Stored data entries:
···

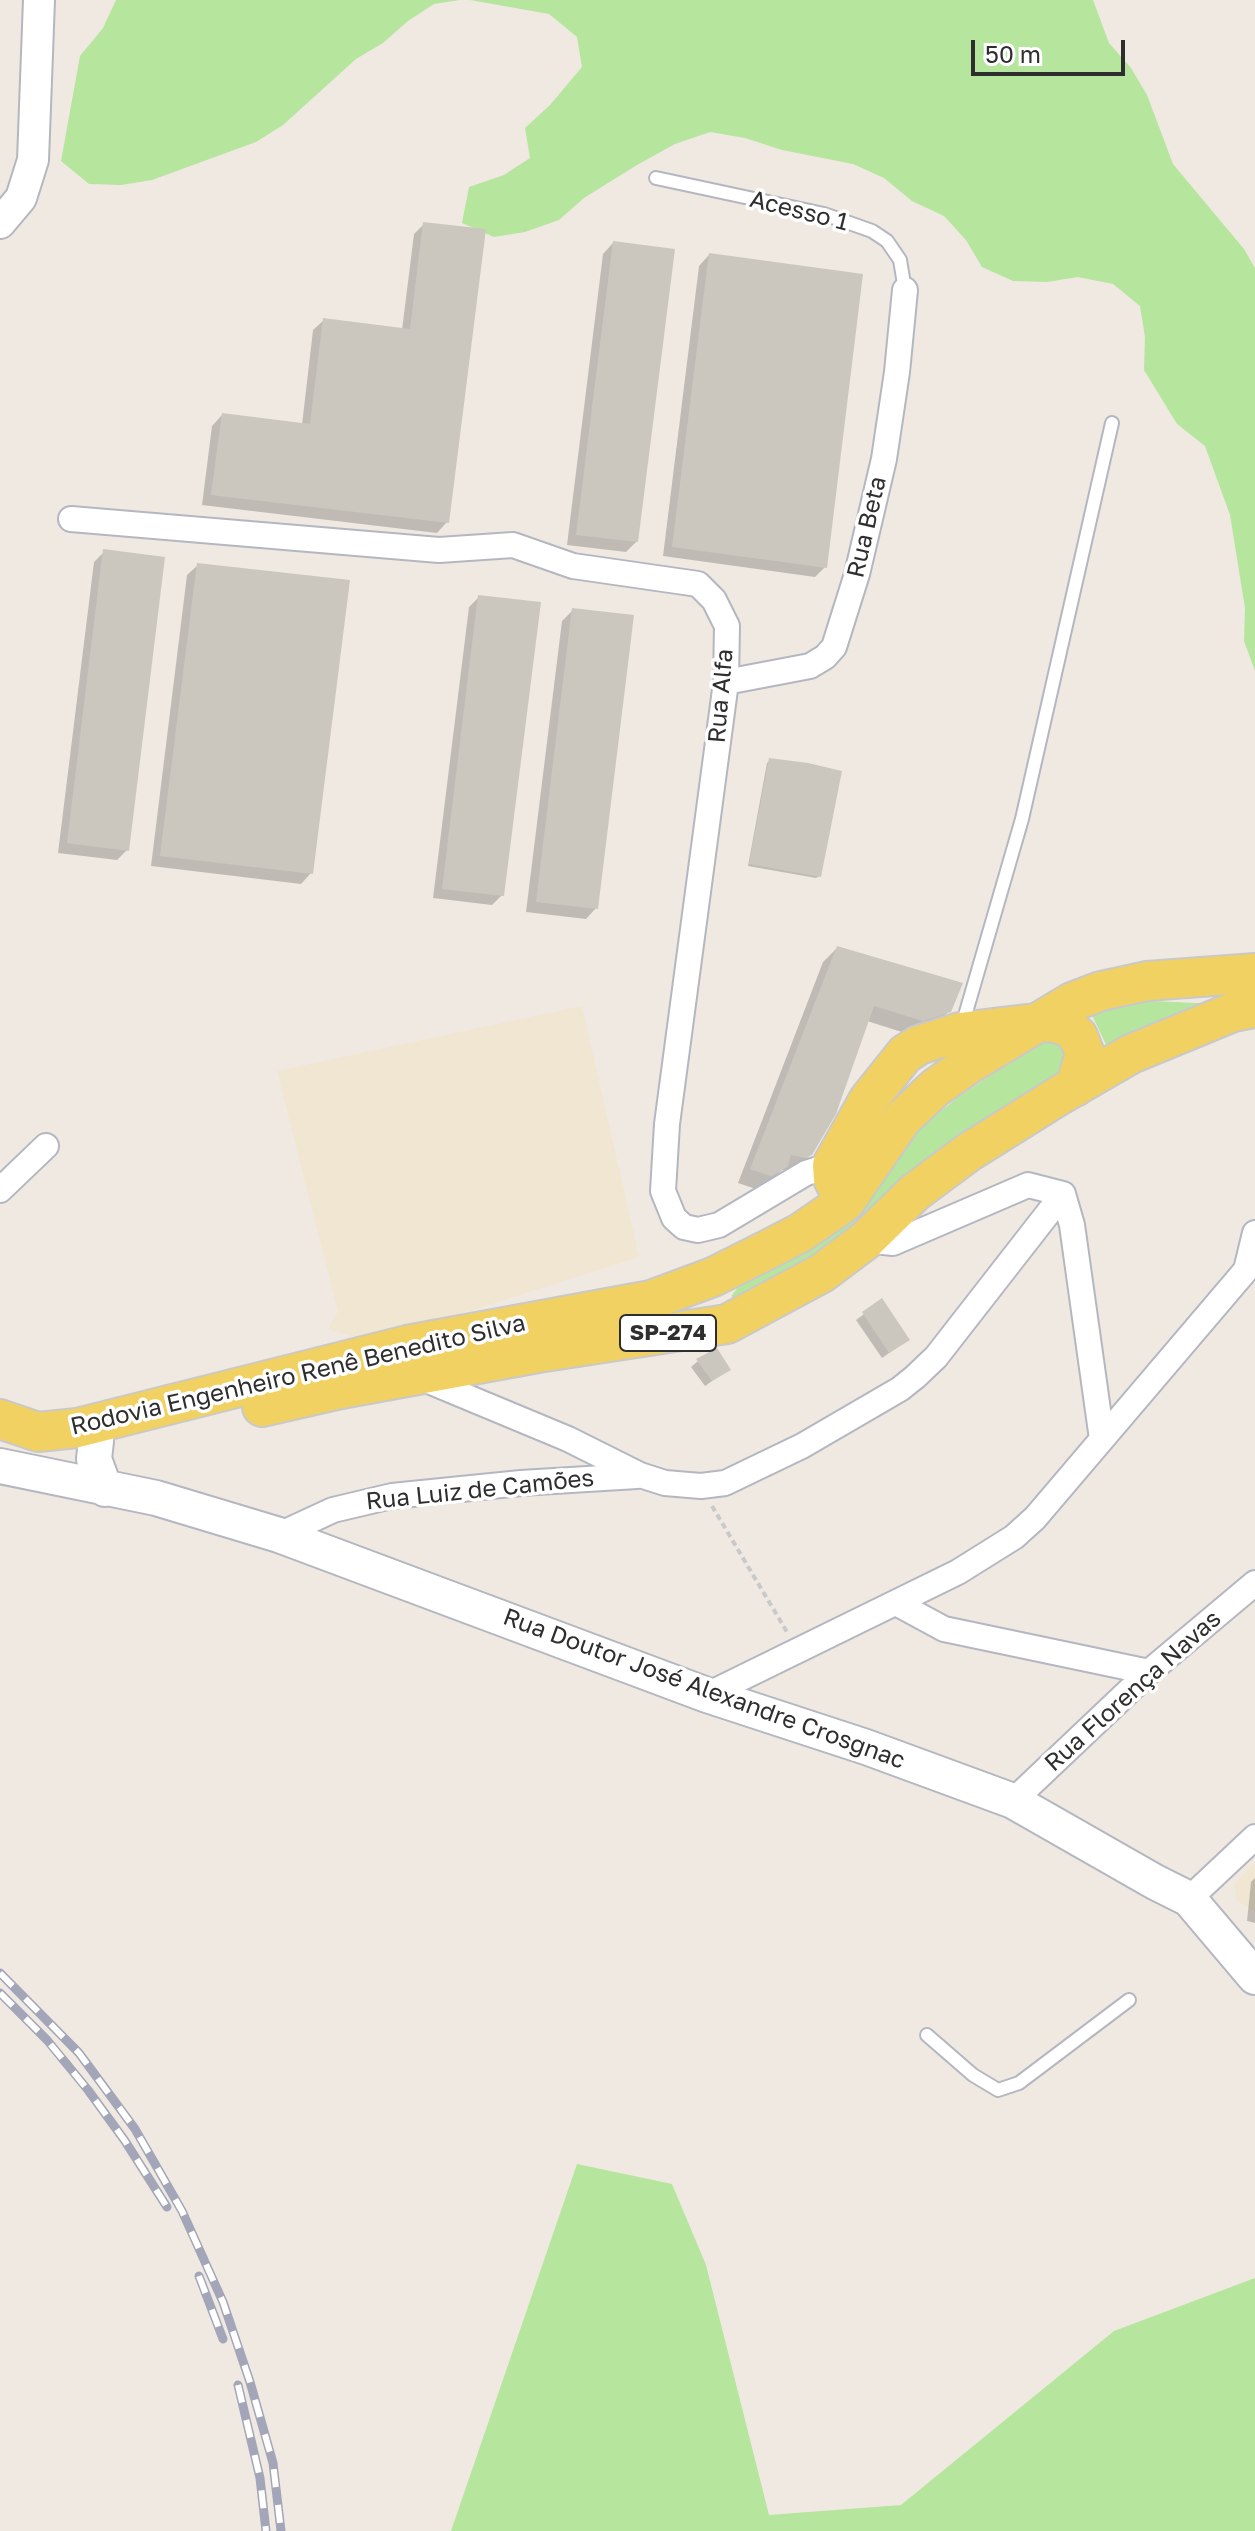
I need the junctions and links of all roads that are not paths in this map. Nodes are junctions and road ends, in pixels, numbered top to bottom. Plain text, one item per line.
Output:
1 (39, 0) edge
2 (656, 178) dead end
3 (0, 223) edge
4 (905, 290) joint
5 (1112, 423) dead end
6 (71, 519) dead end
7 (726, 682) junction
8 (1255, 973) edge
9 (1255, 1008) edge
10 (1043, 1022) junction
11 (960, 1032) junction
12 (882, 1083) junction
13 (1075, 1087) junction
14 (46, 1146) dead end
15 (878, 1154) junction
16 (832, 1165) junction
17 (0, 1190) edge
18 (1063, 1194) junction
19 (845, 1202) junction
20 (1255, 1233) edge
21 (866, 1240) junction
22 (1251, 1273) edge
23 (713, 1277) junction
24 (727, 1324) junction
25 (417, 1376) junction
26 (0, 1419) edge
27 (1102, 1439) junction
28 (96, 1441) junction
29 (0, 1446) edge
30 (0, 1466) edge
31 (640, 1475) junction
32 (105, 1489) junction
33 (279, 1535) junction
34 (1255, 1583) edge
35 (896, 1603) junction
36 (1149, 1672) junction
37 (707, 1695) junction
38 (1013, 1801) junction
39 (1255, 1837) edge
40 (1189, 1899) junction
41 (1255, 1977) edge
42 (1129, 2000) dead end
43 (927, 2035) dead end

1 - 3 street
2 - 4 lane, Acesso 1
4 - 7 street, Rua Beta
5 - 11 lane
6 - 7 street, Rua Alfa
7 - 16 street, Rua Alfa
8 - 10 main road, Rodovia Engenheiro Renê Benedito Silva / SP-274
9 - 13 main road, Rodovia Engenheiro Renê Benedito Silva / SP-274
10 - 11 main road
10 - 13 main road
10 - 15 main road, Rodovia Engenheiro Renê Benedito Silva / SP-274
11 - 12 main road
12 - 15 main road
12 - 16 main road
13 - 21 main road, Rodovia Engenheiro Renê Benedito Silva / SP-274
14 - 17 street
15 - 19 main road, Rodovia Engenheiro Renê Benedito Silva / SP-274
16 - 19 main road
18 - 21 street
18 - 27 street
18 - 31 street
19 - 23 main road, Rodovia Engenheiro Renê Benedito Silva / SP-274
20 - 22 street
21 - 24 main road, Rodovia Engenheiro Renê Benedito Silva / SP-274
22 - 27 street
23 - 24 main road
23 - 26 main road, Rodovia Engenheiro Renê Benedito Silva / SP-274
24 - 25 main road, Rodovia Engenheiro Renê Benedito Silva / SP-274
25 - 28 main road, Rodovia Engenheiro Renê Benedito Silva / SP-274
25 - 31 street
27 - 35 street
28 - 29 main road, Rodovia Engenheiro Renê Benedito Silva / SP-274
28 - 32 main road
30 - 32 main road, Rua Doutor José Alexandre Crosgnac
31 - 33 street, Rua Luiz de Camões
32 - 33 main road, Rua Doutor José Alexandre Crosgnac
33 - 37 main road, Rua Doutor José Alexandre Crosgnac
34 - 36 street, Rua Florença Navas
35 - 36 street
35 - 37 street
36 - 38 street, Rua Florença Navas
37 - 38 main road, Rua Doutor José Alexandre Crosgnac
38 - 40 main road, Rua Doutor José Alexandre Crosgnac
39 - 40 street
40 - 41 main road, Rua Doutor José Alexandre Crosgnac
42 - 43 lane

···

What is being asked |
Whenever a picture appears, leave it out, and return every record exactly.

Finished task |
I need the junctions and links of all roads that are not paths in this map. Nodes are junctions and road ends, in pixels, numbered top to bottom. Plain text, one item per line.
Output:
1 (39, 0) edge
2 (656, 178) dead end
3 (0, 223) edge
4 (905, 290) joint
5 (1112, 423) dead end
6 (71, 519) dead end
7 (726, 682) junction
8 (1255, 973) edge
9 (1255, 1008) edge
10 (1043, 1022) junction
11 (960, 1032) junction
12 (882, 1083) junction
13 (1075, 1087) junction
14 (46, 1146) dead end
15 (878, 1154) junction
16 (832, 1165) junction
17 (0, 1190) edge
18 (1063, 1194) junction
19 (845, 1202) junction
20 (1255, 1233) edge
21 (866, 1240) junction
22 (1251, 1273) edge
23 (713, 1277) junction
24 (727, 1324) junction
25 (417, 1376) junction
26 (0, 1419) edge
27 (1102, 1439) junction
28 (96, 1441) junction
29 (0, 1446) edge
30 (0, 1466) edge
31 (640, 1475) junction
32 (105, 1489) junction
33 (279, 1535) junction
34 (1255, 1583) edge
35 (896, 1603) junction
36 (1149, 1672) junction
37 (707, 1695) junction
38 (1013, 1801) junction
39 (1255, 1837) edge
40 (1189, 1899) junction
41 (1255, 1977) edge
42 (1129, 2000) dead end
43 (927, 2035) dead end

1 - 3 street
2 - 4 lane, Acesso 1
4 - 7 street, Rua Beta
5 - 11 lane
6 - 7 street, Rua Alfa
7 - 16 street, Rua Alfa
8 - 10 main road, Rodovia Engenheiro Renê Benedito Silva / SP-274
9 - 13 main road, Rodovia Engenheiro Renê Benedito Silva / SP-274
10 - 11 main road
10 - 13 main road
10 - 15 main road, Rodovia Engenheiro Renê Benedito Silva / SP-274
11 - 12 main road
12 - 15 main road
12 - 16 main road
13 - 21 main road, Rodovia Engenheiro Renê Benedito Silva / SP-274
14 - 17 street
15 - 19 main road, Rodovia Engenheiro Renê Benedito Silva / SP-274
16 - 19 main road
18 - 21 street
18 - 27 street
18 - 31 street
19 - 23 main road, Rodovia Engenheiro Renê Benedito Silva / SP-274
20 - 22 street
21 - 24 main road, Rodovia Engenheiro Renê Benedito Silva / SP-274
22 - 27 street
23 - 24 main road
23 - 26 main road, Rodovia Engenheiro Renê Benedito Silva / SP-274
24 - 25 main road, Rodovia Engenheiro Renê Benedito Silva / SP-274
25 - 28 main road, Rodovia Engenheiro Renê Benedito Silva / SP-274
25 - 31 street
27 - 35 street
28 - 29 main road, Rodovia Engenheiro Renê Benedito Silva / SP-274
28 - 32 main road
30 - 32 main road, Rua Doutor José Alexandre Crosgnac
31 - 33 street, Rua Luiz de Camões
32 - 33 main road, Rua Doutor José Alexandre Crosgnac
33 - 37 main road, Rua Doutor José Alexandre Crosgnac
34 - 36 street, Rua Florença Navas
35 - 36 street
35 - 37 street
36 - 38 street, Rua Florença Navas
37 - 38 main road, Rua Doutor José Alexandre Crosgnac
38 - 40 main road, Rua Doutor José Alexandre Crosgnac
39 - 40 street
40 - 41 main road, Rua Doutor José Alexandre Crosgnac
42 - 43 lane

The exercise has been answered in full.